India wants 'normal relations' with Pakistan

India wants 'normal neighbourly relations', Pakistan scotches speculation about back-channel talks

Both sides agreed to strict observance of all agreements, understandings and cease firing along the LoC

India and Pakistan on Thursday announced a ceasefire along the Line of Control from the midnight of February 24-25. Credit: iStock Photo

India on Thursday expressed its desire to have “normal neighbourly relations” with Pakistan, as the armed forces of the two nations agreed to stop firing across the Line of Control (LoC).

Pakistan, however, dismissed speculation in media that its agreement with India to stop cross-LoC firing was the result of back-channel talks between the two nations, particularly between Prime Minister Imran Khan’s Special Assistant on National Security, Moeed W Yusuf, and his counterpart in New Delhi, Ajit Doval.

“There is nothing more than meets the eye here,” Yusuf posted on Twitter, denying reports about his back-channel talks with Doval. He stated that no such talks had taken place between him and the National Security Advisor to Prime Minister Narendra Modi.

The Director Generals of Military Operations (DGMOs) of India and Pakistan issued a joint statement, agreeing that the soldiers of the two nations would strictly adhere to all pacts reached between them earlier and cease firing across the LoC. The agreement was reached after months of allegations and counter-allegations by both sides blaming each other for violation of the 2003 ceasefire pact.

The agreement between the DGMOs came two years after New Delhi’s relations with Islamabad reached a new low over the February 14, 2019 attack on India’s Central Reserve Police Force (CRPF) personnel at Pulwama in Jammu and Kashmir by Jaish-e-Mohammed (JeM) terrorist organization based in Pakistan. The attack was followed by India’s air-strikes at a JeM training facility in Pakistan.

Also Read | India, Pakistan reach agreement on ceasefire along LoC

“India desires normal neighbourly relations with Pakistan.
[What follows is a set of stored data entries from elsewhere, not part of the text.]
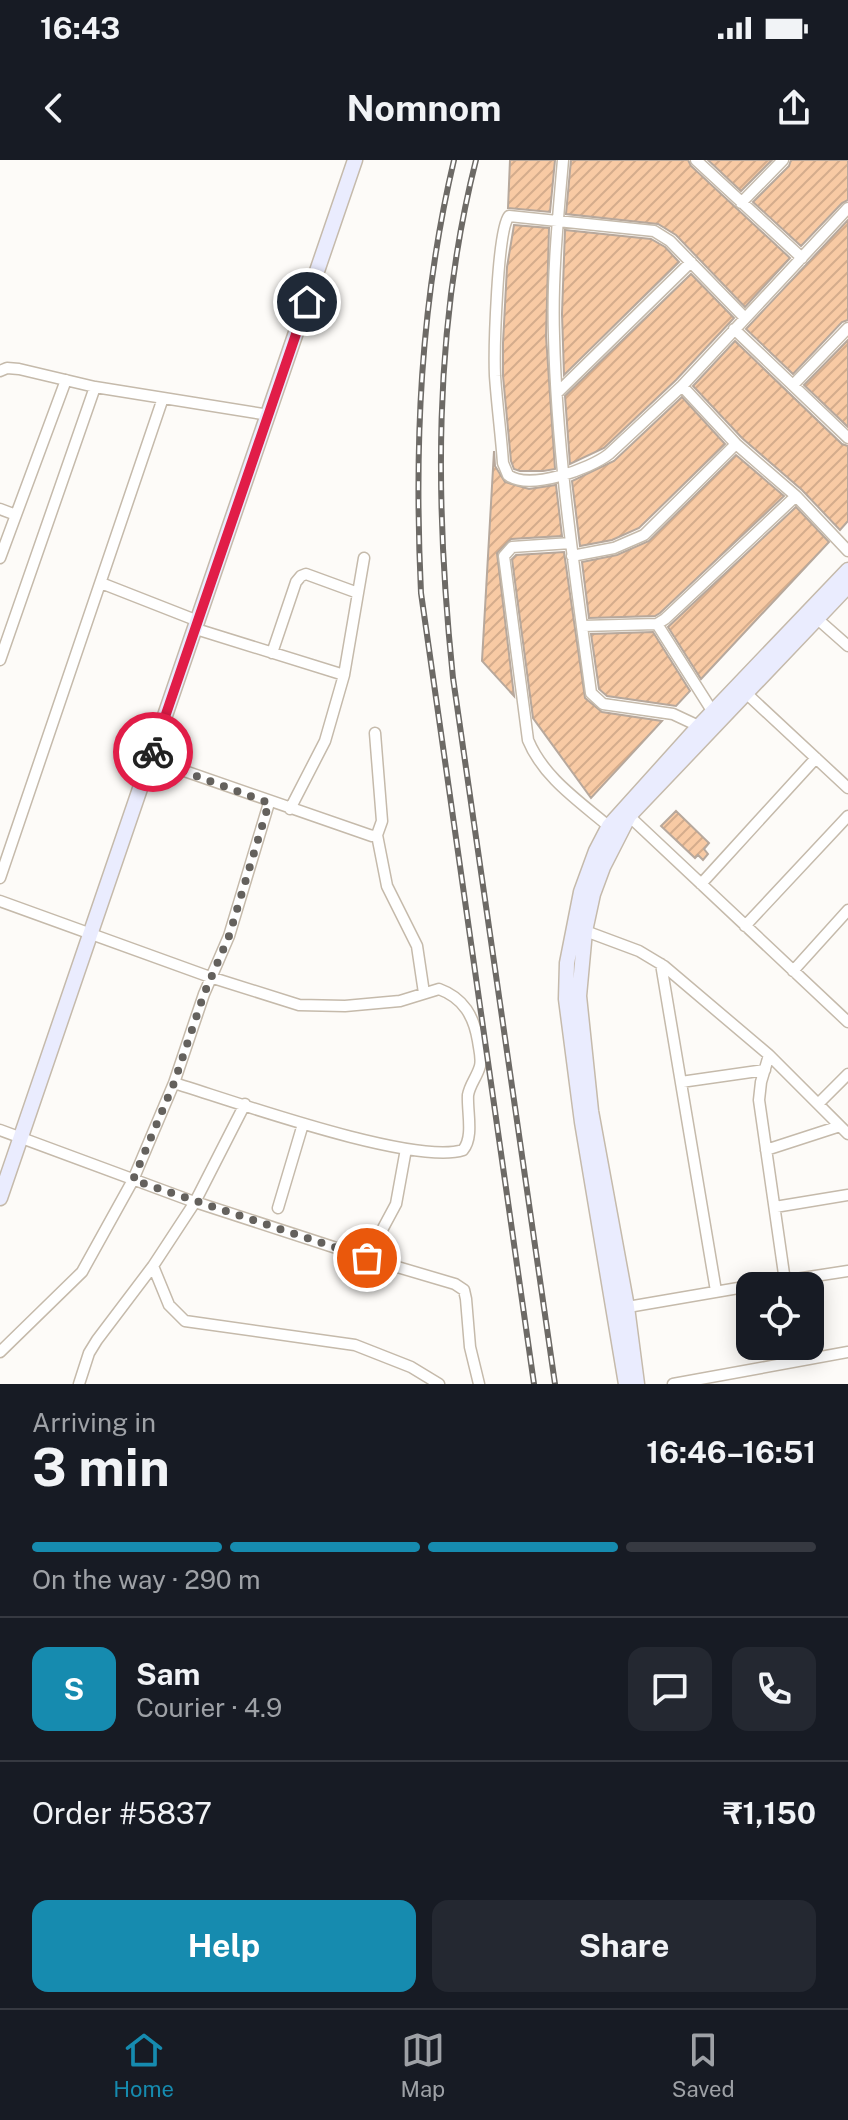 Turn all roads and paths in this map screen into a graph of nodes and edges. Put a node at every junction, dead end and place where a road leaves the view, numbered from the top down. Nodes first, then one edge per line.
1 (354, 160) edge
2 (563, 160) edge
3 (696, 160) edge
4 (783, 160) edge
5 (741, 203) junction
6 (848, 208) edge
7 (557, 221) junction
8 (802, 258) junction
9 (691, 262) junction
10 (745, 318) junction
11 (848, 328) edge
12 (734, 329) junction
13 (0, 371) edge
14 (66, 380) junction
15 (793, 385) junction
16 (682, 386) junction
17 (95, 387) junction
18 (557, 393) junction
19 (163, 398) junction
20 (269, 415) junction
21 (847, 436) edge
22 (736, 444) junction
23 (564, 476) junction
24 (796, 496) junction
25 (0, 509) edge
26 (16, 515) junction
27 (571, 543) junction
28 (848, 551) edge
29 (572, 556) junction
30 (0, 558) edge
31 (364, 558) dead end
32 (848, 570) edge
33 (101, 583) junction
34 (848, 586) edge
35 (358, 593) junction
36 (813, 615) junction
37 (657, 624) junction
38 (197, 625) junction
39 (582, 626) junction
40 (848, 646) edge
41 (272, 653) junction
42 (0, 660) edge
43 (344, 675) junction
44 (747, 694) junction
45 (710, 723) junction
46 (375, 733) dead end
47 (816, 758) junction
48 (150, 759) junction
49 (848, 788) edge
50 (269, 803) junction
51 (290, 809) junction
52 (629, 816) junction
53 (848, 816) edge
54 (613, 830) junction
55 (377, 835) junction
56 (0, 878) edge
57 (701, 884) junction
58 (0, 901) edge
59 (848, 910) edge
60 (745, 926) junction
61 (580, 929) junction
62 (89, 933) junction
63 (661, 964) junction
64 (793, 971) junction
65 (210, 977) junction
66 (424, 993) junction
67 (846, 1016) edge
68 (769, 1055) junction
69 (765, 1070) junction
70 (848, 1074) edge
71 (681, 1082) junction
72 (174, 1083) junction
73 (245, 1104) junction
74 (818, 1104) junction
75 (303, 1124) junction
76 (0, 1130) edge
77 (844, 1130) edge
78 (21, 1138) junction
79 (406, 1149) junction
80 (766, 1150) junction
81 (133, 1180) junction
82 (848, 1195) edge
83 (0, 1198) edge
84 (195, 1202) junction
85 (775, 1207) junction
86 (278, 1208) dead end
87 (367, 1258) junction
88 (153, 1266) junction
89 (848, 1271) edge
90 (784, 1272) edge
91 (824, 1275) edge
92 (736, 1288) edge
93 (716, 1291) junction
94 (620, 1308) junction
95 (0, 1332) edge
96 (11, 1342) junction
97 (0, 1352) edge
98 (848, 1352) edge
99 (731, 1378) edge
100 (79, 1384) edge
101 (439, 1384) edge
102 (479, 1384) edge
103 (626, 1384) edge
104 (637, 1384) edge
105 (673, 1384) edge

1 - 20 street
2 - 7 street
3 - 5 street
4 - 5 street
5 - 8 street
6 - 8 street
7 - 9 street
7 - 18 street
7 - 23 street
8 - 10 street
9 - 10 street
9 - 18 street
10 - 12 street
11 - 15 street
12 - 15 street
12 - 16 street
13 - 14 street
14 - 17 street
14 - 26 street
15 - 21 street
16 - 22 street
16 - 23 street
17 - 19 street
17 - 42 street
18 - 23 street
19 - 20 street
19 - 33 street
20 - 38 street
22 - 24 street
22 - 29 street
23 - 27 street
24 - 28 street
24 - 37 street
25 - 26 street
26 - 30 street
27 - 29 street
27 - 54 street
29 - 39 street
31 - 35 street
32 - 36 street
33 - 38 street
33 - 56 street
34 - 36 street
35 - 41 street
35 - 43 street
36 - 40 street
36 - 44 street
36 - 45 street
37 - 39 street
37 - 45 street
38 - 41 street
38 - 48 street
39 - 45 street
41 - 43 street
43 - 51 street
44 - 45 street
44 - 47 street
45 - 52 street
45 - 54 street
46 - 55 street
47 - 49 street
47 - 57 street
48 - 50 street
48 - 62 street
50 - 51 street
50 - 65 street
51 - 55 street
52 - 54 street
52 - 57 street
53 - 60 street
54 - 61 street
55 - 66 street
57 - 60 street
58 - 62 street
59 - 64 street
60 - 64 street
61 - 63 street
61 - 94 street
62 - 65 street
62 - 78 street
63 - 68 street
63 - 71 street
64 - 67 street
65 - 66 street
65 - 72 street
66 - 79 street
68 - 69 street
68 - 74 street
69 - 71 street
69 - 80 street
70 - 74 street
71 - 93 street
72 - 73 street
72 - 81 street
73 - 75 street
73 - 84 street
74 - 77 street
75 - 79 street
75 - 86 street
76 - 78 street
77 - 80 street
78 - 81 street
78 - 83 street
79 - 87 street
80 - 85 street
81 - 84 street
81 - 96 street
82 - 85 street
84 - 87 street
84 - 88 street
85 - 90 street
87 - 102 street
88 - 100 street
88 - 101 street
89 - 91 street
92 - 93 street
93 - 94 street
94 - 103 street
94 - 104 street
95 - 96 street
96 - 97 street
98 - 99 street
99 - 105 street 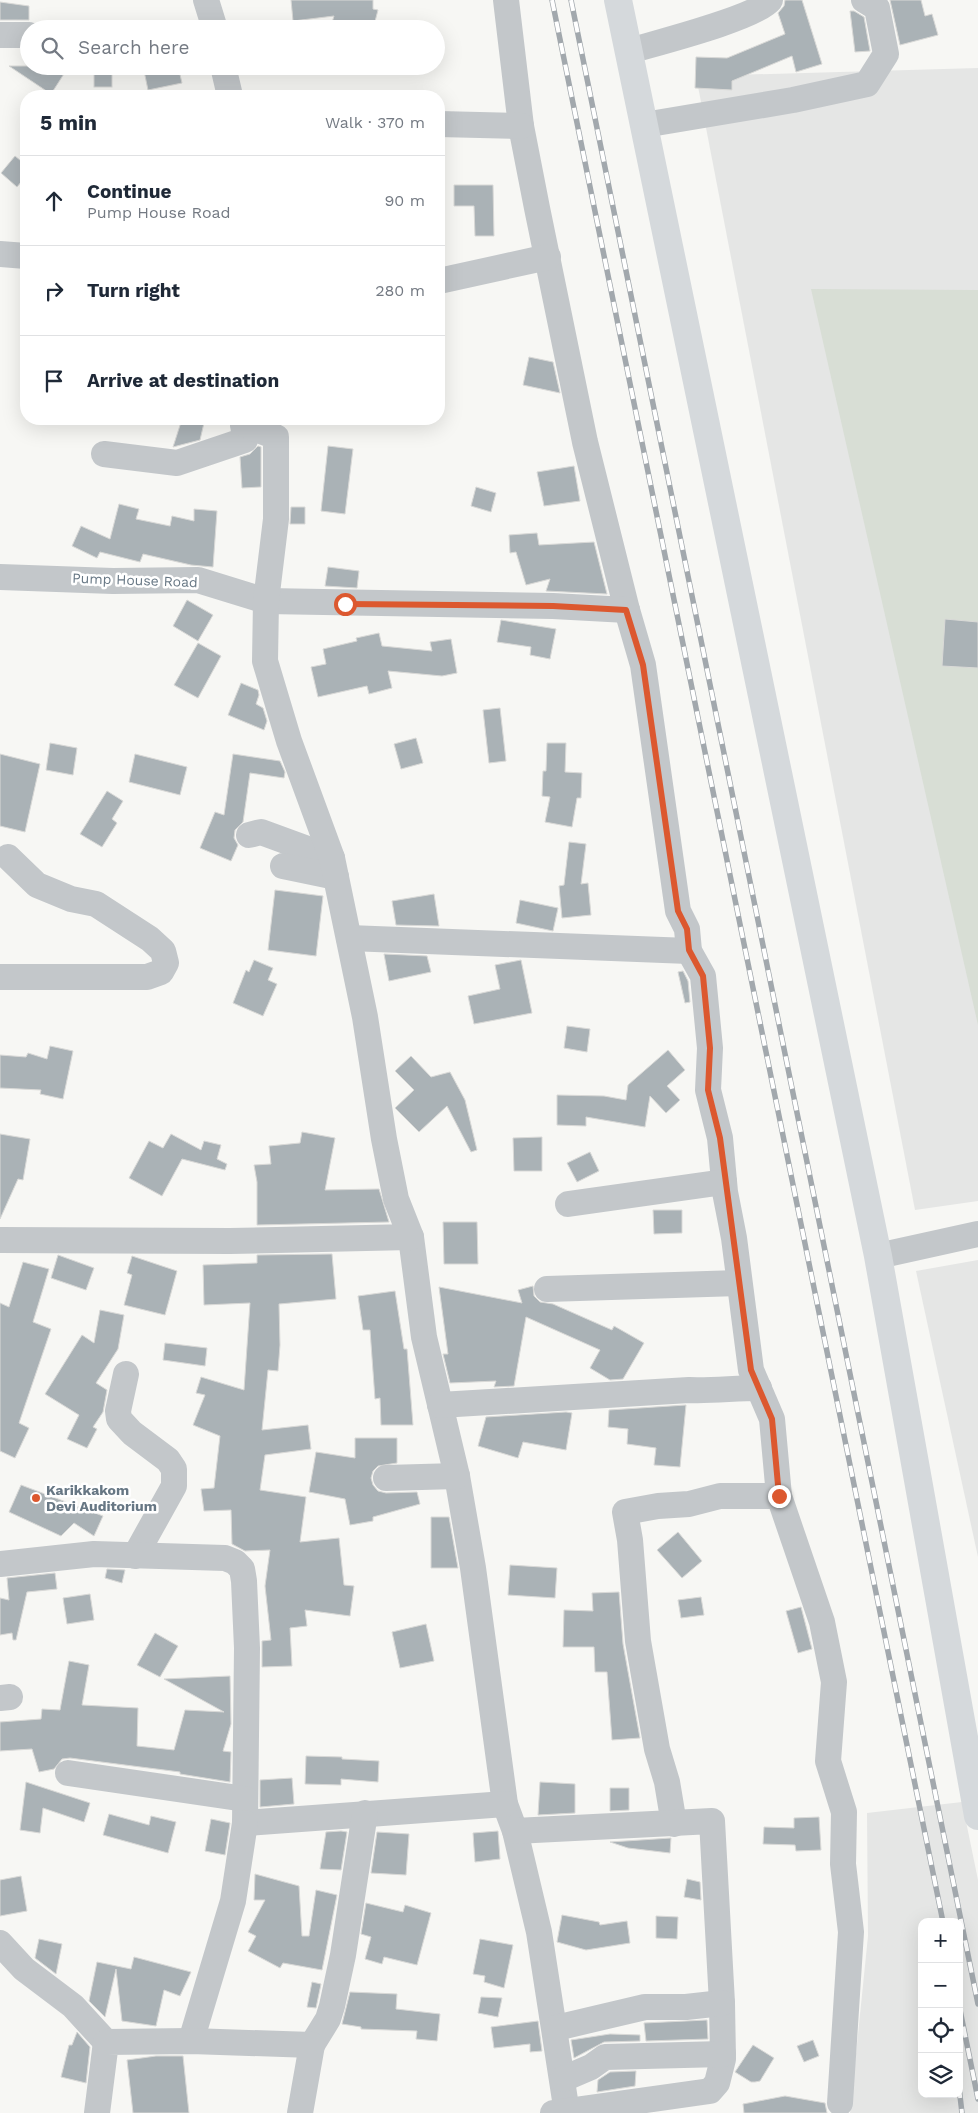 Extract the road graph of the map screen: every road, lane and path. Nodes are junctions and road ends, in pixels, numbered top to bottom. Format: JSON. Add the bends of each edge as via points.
{"nodes":[{"id":1,"x":206,"y":0,"type":"edge"},
{"id":2,"x":506,"y":0,"type":"edge"},
{"id":3,"x":618,"y":0,"type":"edge"},
{"id":4,"x":770,"y":0,"type":"edge"},
{"id":5,"x":864,"y":0,"type":"edge"},
{"id":6,"x":213,"y":20,"type":"edge"},
{"id":7,"x":0,"y":35,"type":"edge"},
{"id":8,"x":20,"y":35,"type":"edge"},
{"id":9,"x":629,"y":51,"type":"junction"},
{"id":10,"x":225,"y":75,"type":"edge"},
{"id":11,"x":229,"y":90,"type":"edge"},
{"id":12,"x":445,"y":124,"type":"edge"},
{"id":13,"x":644,"y":125,"type":"junction"},
{"id":14,"x":521,"y":126,"type":"junction"},
{"id":15,"x":0,"y":254,"type":"edge"},
{"id":16,"x":20,"y":256,"type":"edge"},
{"id":17,"x":548,"y":258,"type":"junction"},
{"id":18,"x":445,"y":280,"type":"edge"},
{"id":19,"x":243,"y":425,"type":"edge"},
{"id":20,"x":250,"y":425,"type":"edge"},
{"id":21,"x":104,"y":454,"type":"dead end"},
{"id":22,"x":0,"y":577,"type":"edge"},
{"id":23,"x":266,"y":601,"type":"junction"},
{"id":24,"x":626,"y":610,"type":"junction"},
{"id":25,"x":249,"y":834,"type":"dead end"},
{"id":26,"x":8,"y":857,"type":"dead end"},
{"id":27,"x":283,"y":866,"type":"dead end"},
{"id":28,"x":334,"y":867,"type":"junction"},
{"id":29,"x":350,"y":938,"type":"junction"},
{"id":30,"x":689,"y":950,"type":"junction"},
{"id":31,"x":0,"y":977,"type":"edge"},
{"id":32,"x":724,"y":1182,"type":"junction"},
{"id":33,"x":568,"y":1204,"type":"dead end"},
{"id":34,"x":978,"y":1234,"type":"edge"},
{"id":35,"x":411,"y":1237,"type":"junction"},
{"id":36,"x":0,"y":1240,"type":"edge"},
{"id":37,"x":878,"y":1256,"type":"junction"},
{"id":38,"x":739,"y":1283,"type":"junction"},
{"id":39,"x":547,"y":1289,"type":"dead end"},
{"id":40,"x":126,"y":1374,"type":"dead end"},
{"id":41,"x":759,"y":1388,"type":"junction"},
{"id":42,"x":440,"y":1405,"type":"junction"},
{"id":43,"x":456,"y":1476,"type":"junction"},
{"id":44,"x":386,"y":1478,"type":"dead end"},
{"id":45,"x":779,"y":1496,"type":"junction"},
{"id":46,"x":135,"y":1556,"type":"junction"},
{"id":47,"x":2,"y":1558,"type":"edge"},
{"id":48,"x":68,"y":1773,"type":"dead end"},
{"id":49,"x":505,"y":1804,"type":"junction"},
{"id":50,"x":245,"y":1811,"type":"junction"},
{"id":51,"x":364,"y":1813,"type":"junction"},
{"id":52,"x":978,"y":1816,"type":"edge"},
{"id":53,"x":674,"y":1824,"type":"junction"},
{"id":54,"x":515,"y":1831,"type":"junction"},
{"id":55,"x":0,"y":1943,"type":"edge"},
{"id":56,"x":722,"y":2003,"type":"junction"},
{"id":57,"x":556,"y":2028,"type":"junction"},
{"id":58,"x":191,"y":2041,"type":"junction"},
{"id":59,"x":106,"y":2042,"type":"junction"},
{"id":60,"x":312,"y":2045,"type":"junction"},
{"id":61,"x":723,"y":2054,"type":"junction"},
{"id":62,"x":563,"y":2079,"type":"junction"},
{"id":63,"x":840,"y":2103,"type":"dead end"},
{"id":64,"x":563,"y":2112,"type":"edge"},
{"id":65,"x":97,"y":2113,"type":"edge"},
{"id":66,"x":300,"y":2113,"type":"edge"}],
"edges":[{"from":1,"to":6,"type":"street"},
{"from":2,"to":14,"type":"street"},
{"from":3,"to":9,"type":"main road"},
{"from":4,"to":9,"type":"street","via":[[764,7],[717,24]]},
{"from":5,"to":13,"type":"street","via":[[877,8],[886,54],[867,84]]},
{"from":7,"to":8,"type":"street"},
{"from":9,"to":13,"type":"main road"},
{"from":10,"to":11,"type":"street"},
{"from":12,"to":14,"type":"street"},
{"from":13,"to":37,"type":"main road"},
{"from":14,"to":17,"type":"street"},
{"from":15,"to":16,"type":"street"},
{"from":17,"to":18,"type":"street"},
{"from":17,"to":24,"type":"street","via":[[585,442]]},
{"from":19,"to":21,"type":"street","via":[[245,440],[177,463]]},
{"from":20,"to":23,"type":"street","via":[[276,437],[276,518]]},
{"from":22,"to":23,"type":"street","name":"Pump House Road","via":[[198,580]]},
{"from":23,"to":24,"type":"street","name":"Pump House Road"},
{"from":23,"to":28,"type":"street","via":[[266,661],[289,741]]},
{"from":24,"to":30,"type":"street","via":[[643,665],[678,911],[687,929]]},
{"from":25,"to":28,"type":"street","via":[[261,832]]},
{"from":26,"to":31,"type":"street","via":[[37,885],[96,904],[150,939],[162,951],[166,963],[161,972],[147,977]]},
{"from":27,"to":28,"type":"street"},
{"from":28,"to":29,"type":"street"},
{"from":29,"to":30,"type":"street"},
{"from":29,"to":35,"type":"street","via":[[396,1199]]},
{"from":30,"to":32,"type":"street","via":[[703,976],[710,1048],[708,1090],[720,1138]]},
{"from":32,"to":33,"type":"street"},
{"from":32,"to":38,"type":"street"},
{"from":34,"to":37,"type":"street"},
{"from":35,"to":36,"type":"street","via":[[230,1241]]},
{"from":35,"to":42,"type":"street","via":[[424,1337]]},
{"from":37,"to":52,"type":"main road"},
{"from":38,"to":39,"type":"street"},
{"from":38,"to":41,"type":"street","via":[[751,1370]]},
{"from":40,"to":46,"type":"street","via":[[119,1419],[168,1460],[174,1469],[174,1486]]},
{"from":41,"to":42,"type":"street"},
{"from":41,"to":45,"type":"street","via":[[772,1419]]},
{"from":42,"to":43,"type":"street"},
{"from":43,"to":44,"type":"street"},
{"from":43,"to":49,"type":"street","via":[[473,1568]]},
{"from":45,"to":53,"type":"street","via":[[720,1496],[689,1504],[625,1512],[638,1641]]},
{"from":45,"to":63,"type":"street","via":[[822,1622],[834,1682],[828,1761],[844,1812],[843,1864],[852,1932]]},
{"from":46,"to":47,"type":"street","via":[[94,1554]]},
{"from":46,"to":50,"type":"street","via":[[225,1558],[242,1569],[247,1648]]},
{"from":48,"to":50,"type":"street","via":[[168,1790]]},
{"from":49,"to":51,"type":"street"},
{"from":49,"to":54,"type":"street"},
{"from":50,"to":51,"type":"street"},
{"from":50,"to":58,"type":"street","via":[[233,1901]]},
{"from":51,"to":60,"type":"street","via":[[334,1998],[328,2019]]},
{"from":53,"to":54,"type":"street"},
{"from":53,"to":56,"type":"street","via":[[712,1821]]},
{"from":54,"to":57,"type":"street","via":[[539,1932]]},
{"from":55,"to":59,"type":"street","via":[[24,1970],[73,2006]]},
{"from":56,"to":57,"type":"street","via":[[645,2007]]},
{"from":56,"to":61,"type":"street"},
{"from":57,"to":62,"type":"street"},
{"from":58,"to":59,"type":"street"},
{"from":58,"to":60,"type":"street"},
{"from":59,"to":65,"type":"street"},
{"from":60,"to":66,"type":"street"},
{"from":61,"to":62,"type":"street","via":[[605,2057]]},
{"from":61,"to":64,"type":"street","via":[[717,2083],[710,2091]]},
{"from":62,"to":64,"type":"street"}]} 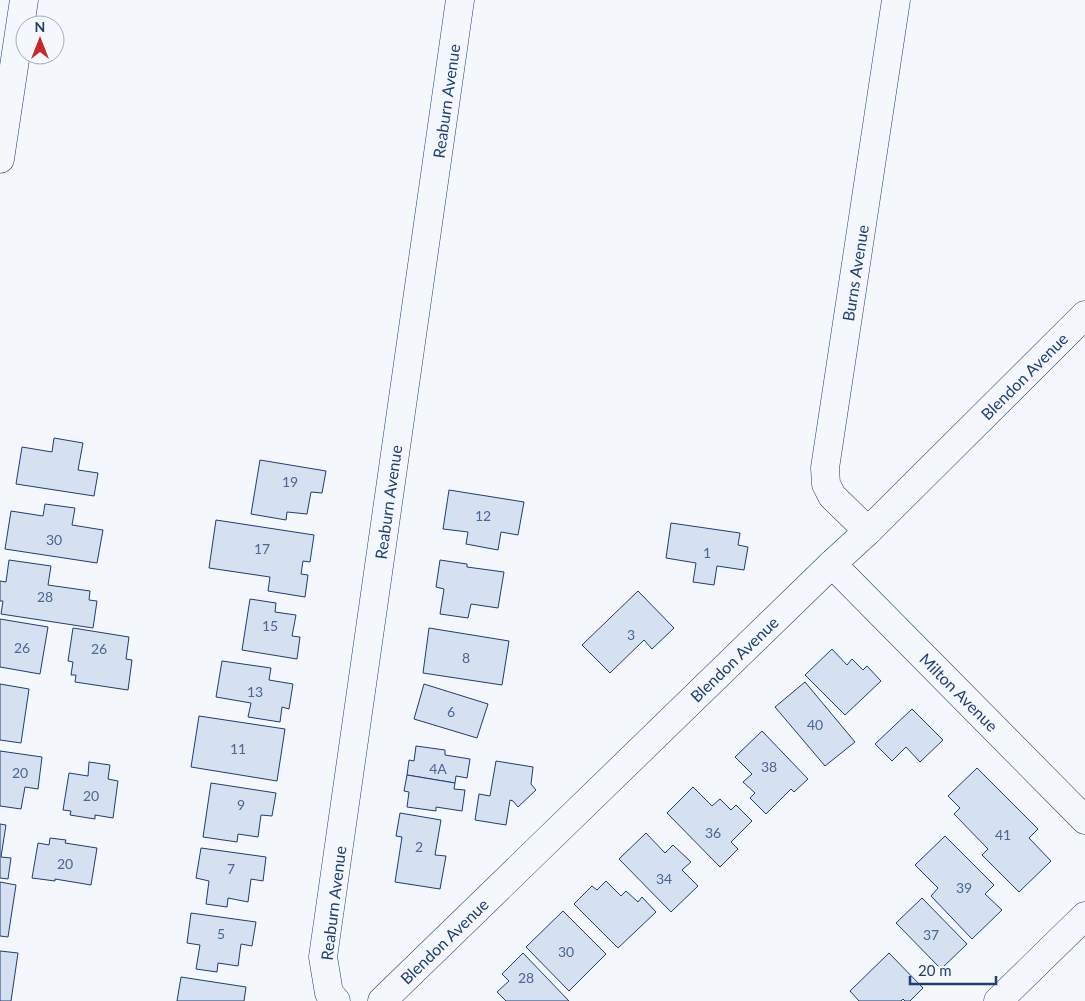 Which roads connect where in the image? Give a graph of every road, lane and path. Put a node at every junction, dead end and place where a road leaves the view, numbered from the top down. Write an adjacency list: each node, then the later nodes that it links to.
1 (24, 0): 4 (street)
2 (460, 0): 10 (street, Reaburn Avenue)
3 (896, 0): 6 (street, Burns Avenue)
4 (0, 159)
5 (1085, 315): 6 (street, Blendon Avenue)
6 (868, 530): 7 (street, Blendon Avenue)
7 (832, 564): 8 (street, Milton Avenue); 11 (street, Blendon Avenue)
8 (1085, 820)
9 (1085, 916): 12 (street)
10 (336, 1001)
11 (382, 1001)
12 (998, 1001)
We have always maintained that we are committed to addressing issues, if any, in a peaceful bilateral manner,” Anurag Srivastava, the spokesperson of the Ministry of External Affairs (MEA), said.

He, however, did not clarify if India was planning to restart its talks with Pakistan to resolve outstanding issues, including the issue of Jammu and Kashmir.

“On key issues, our position remains unchanged. I don’t need to reiterate it,” said the MEA spokesperson.

India has been maintaining that while it remains ready to hold talks with Pakistan, the neighbouring country must stop exporting terror to create conducive atmosphere for such engagements.

“The welcome development on the LoC is a result of discussions through the established channel of (the) DGMOs. Obviously these are by their very nature not in the public eye and done privately and professionally through the direct channel,” tweeted Khan’s Special Assistant on National Security. “Pakistan has continued to call for the 2003 ceasefire agreement to be honoured and I am glad we have reached the understanding. It must be followed in letter and spirit. Doing so will save innocent lives so no one should question the intent. Nor should wrong inferences be drawn. There is nothing more than meets the eye here.”